IRAQ's invasion of Kuwait is six months old now, and the sequence of events it has triggered has again plunged the Mideast into a destructive war. This time, the scale and intensity of the war, as well as its potentially disastrous consequences, dwarf past conflicts in the region. This explosion has exposed deep divisions in the Arab and Islamic world, including the tensions between poor and rich countries. But the Iraqi takeover of Kuwait had nothing to do with the redress of these grievances. If anything, its purpose was to redistribute Kuwait's wealth (and possibly that of Saudi Arabia) to Iraq's advantage. Nevertheless, the wealth of oil sheiks has always been a source of envy and resentment for other Arabs, feelings which Saddam Hussein has skillfully exploited.
Two main factors have determined the disparity in wealth of the Arab world: oil and population. The nations of the Arabian peninsula control 46 percent of world oil resources. Within the Arab world, per capita income varies from $600 in overpopulated Egypt to $17,000 in the United Arab Emirates.

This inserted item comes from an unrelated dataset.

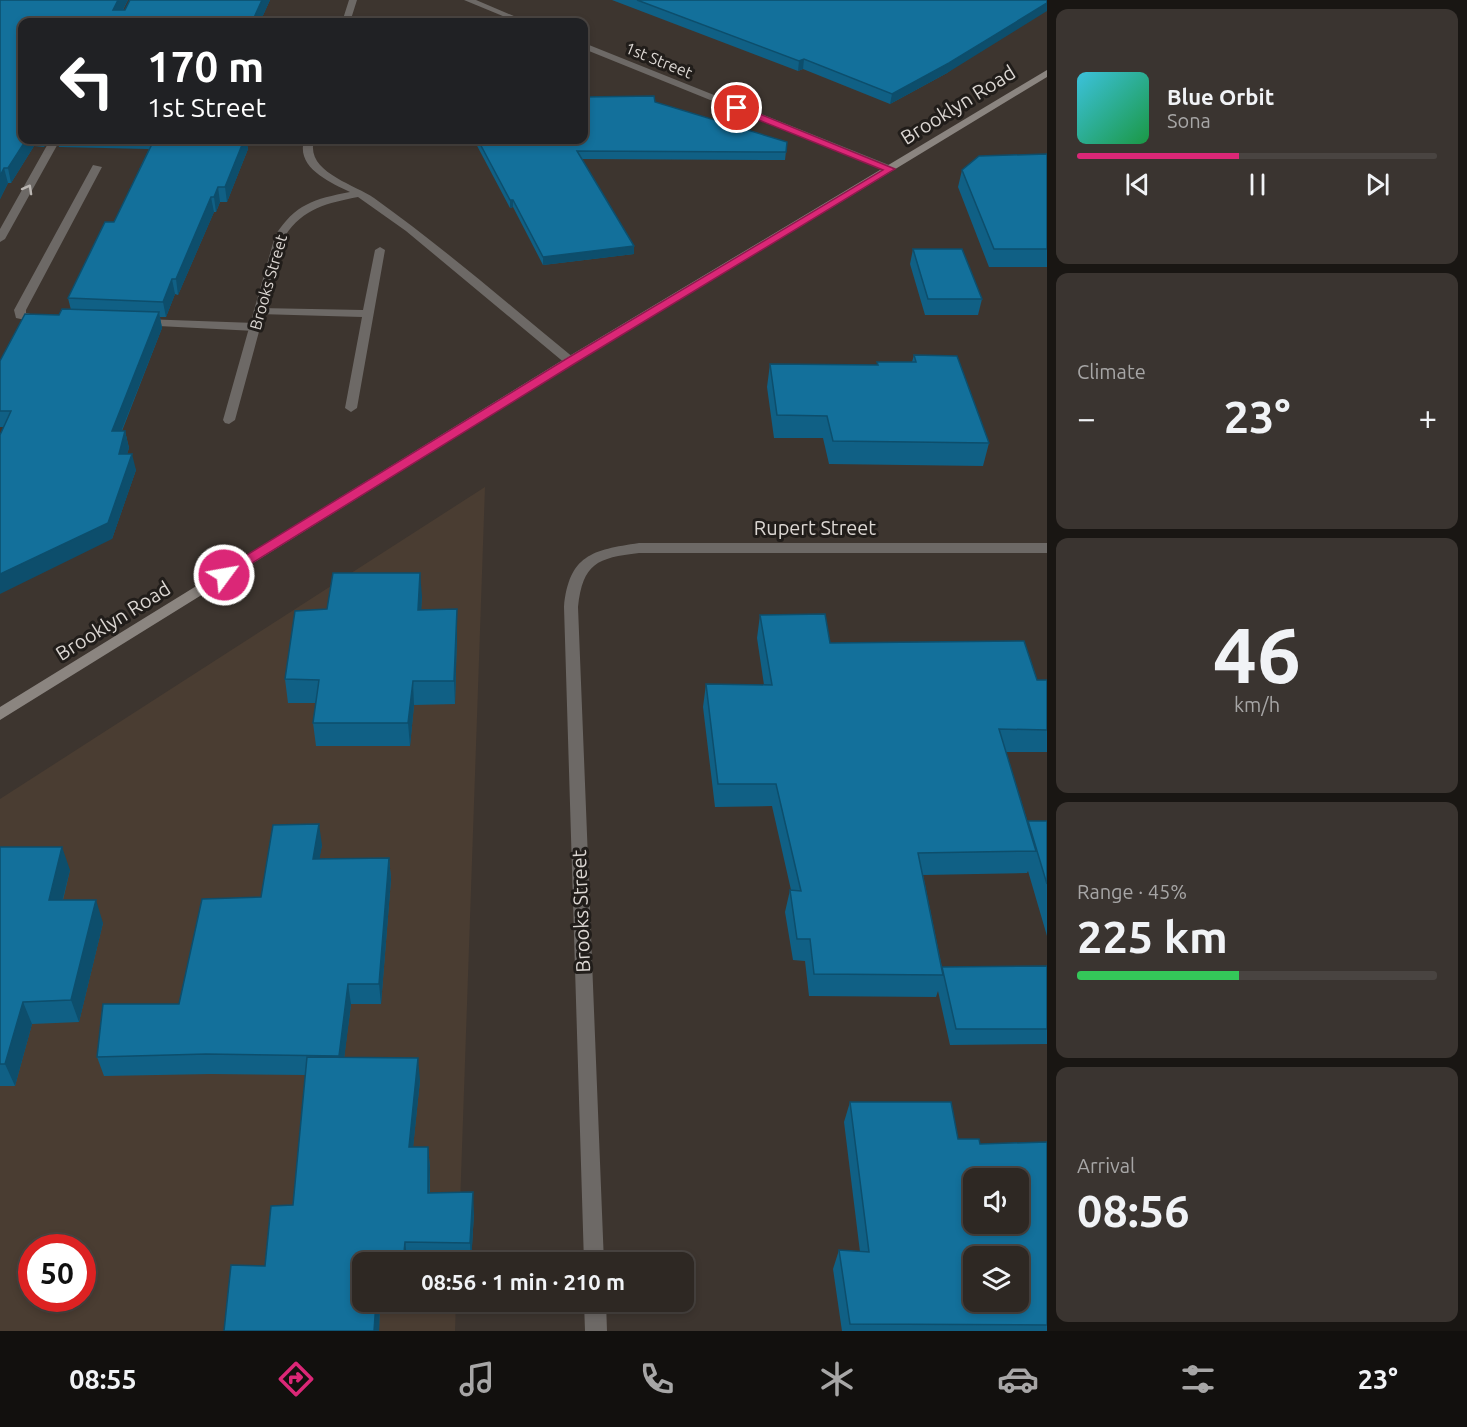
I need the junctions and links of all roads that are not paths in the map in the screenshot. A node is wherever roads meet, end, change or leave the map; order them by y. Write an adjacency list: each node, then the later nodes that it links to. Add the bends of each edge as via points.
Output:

Moreover, the richest group of countries controls about $220 billion in external assets with virtually no debt, while the rest of the Arab countries are burdened by an external debt of about $112 billion with few assets.
In the 1950s, the populations of the Arabian peninsula generally lived in poverty, while those in Egypt, the Maghreb, and the Levant enjoyed higher living standards. The development of Persian Gulf oil resources allowed tribal societies to rise out of their poverty. Not until the 1970s, however, did the soaring price of oil allow the oil-rich states to become fabulously wealthy in a short period of time. Hundreds of billions of this bonanza were used to endow the states' citizens with a magnificent infrastructure, the world's most comprehensive welfare state, and unprecedented standards of living.
Undoubtedly, petrodollars also enriched the ruling families and resulted in waste. The rapidly accumulating financial surpluses were invested abroad, mostly in the West and Japan. This aligned the oil-rich states' economic and financial interests more closely with those of the developed world.
In all fairness, oil-rich Arab states have significantly aided the economies of other Arab countries: as providers of financial aid, as a market for surplus labor, and as an export market for their goods and services. Between 1975 and 1989, recorded official development aid from the Gulf states to the Arab and Islamic world totaled $75 billion (a substantially higher portion of their GNP than for industrialized countries). Unrecorded aid represented tens of billions more. Remittances by workers of other Arab countries and direct investment in these countries also represented substantial amounts, running into several billions of dollars per year.
OVERALL, the 1970s were a period of relatively rapid economic growth for the Arab countries. But the favorable trends began reversing themselves by the late 1970s. Falling oil and commodity prices, rising external debt burdens, and a lack of structural economic reforms put an end to the boom and resulted in economic crisis during the 1980s. The middle- and low-income countries were particularly hard hit as they lurched from crisis to crisis.
Would a better redistribution of wealth have made a major difference in the well-being of the recipients? Probably not. Throughout the 1970s and most of the 1980s, most Arab economies were badly mismanaged. Economic policies generally created significant economic inefficiencies, channeling resources away from productive investments into unsustainable consumption or prestige projects, and the building of vast military machines. A greater transfer of wealth might just have encouraged the continuation of economically ruinous policies.
The Arabian peninsula states (with the exception of occupied Kuwait) have enjoyed in the past few months substantial windfall profits as a result of higher oil prices. However, much of this bonanza has been absorbed by commitments to the allied war effort (totaling to date $30 billion), as well as financial compensation to the hard-hit frontline states ($8-$10 billion). It is likely that in the postwar era these revenues will disappear and, at least in the case of Kuwait, reconstruction costs will be staggering.
It is important for the United States, Europe, and the Arab members of the anti-Iraqi coalition to win the peace after winning the war by addressing the complex of issues raised by the war. The Gulf crisis and war will have exacerbated regional economic inequalities. A key component of regional security, therefore, must be economic cooperation and integration. It is in the interest of oil-rich Arab states to contribute to this, not only financially, but also by reopening their markets to Arab workers, goods, and services.
Throwing vast sums of money at development problems is not the solution. Financial aid from the oil-rich Arab states should occur in a framework of structural economic reform and increased economic integration.
This process could be managed either by special facilities in the existing multilateral institutions (the World Bank, IMF, Arab Monetary Fund), or by creating a new regional development bank modeled on the European Bank for Reconstruction and Development (EBRD). Such an effort would be funded jointly by the oil-rich Arab states, the US, Europe, and Japan. This framework would promote, along the lines of the EBRD, economic development policies based upon private-sector investment, trade, and economic liberalization.
Thus the shock brought about by the Gulf war could be strong enough to bring badly needed, fundamental economic change.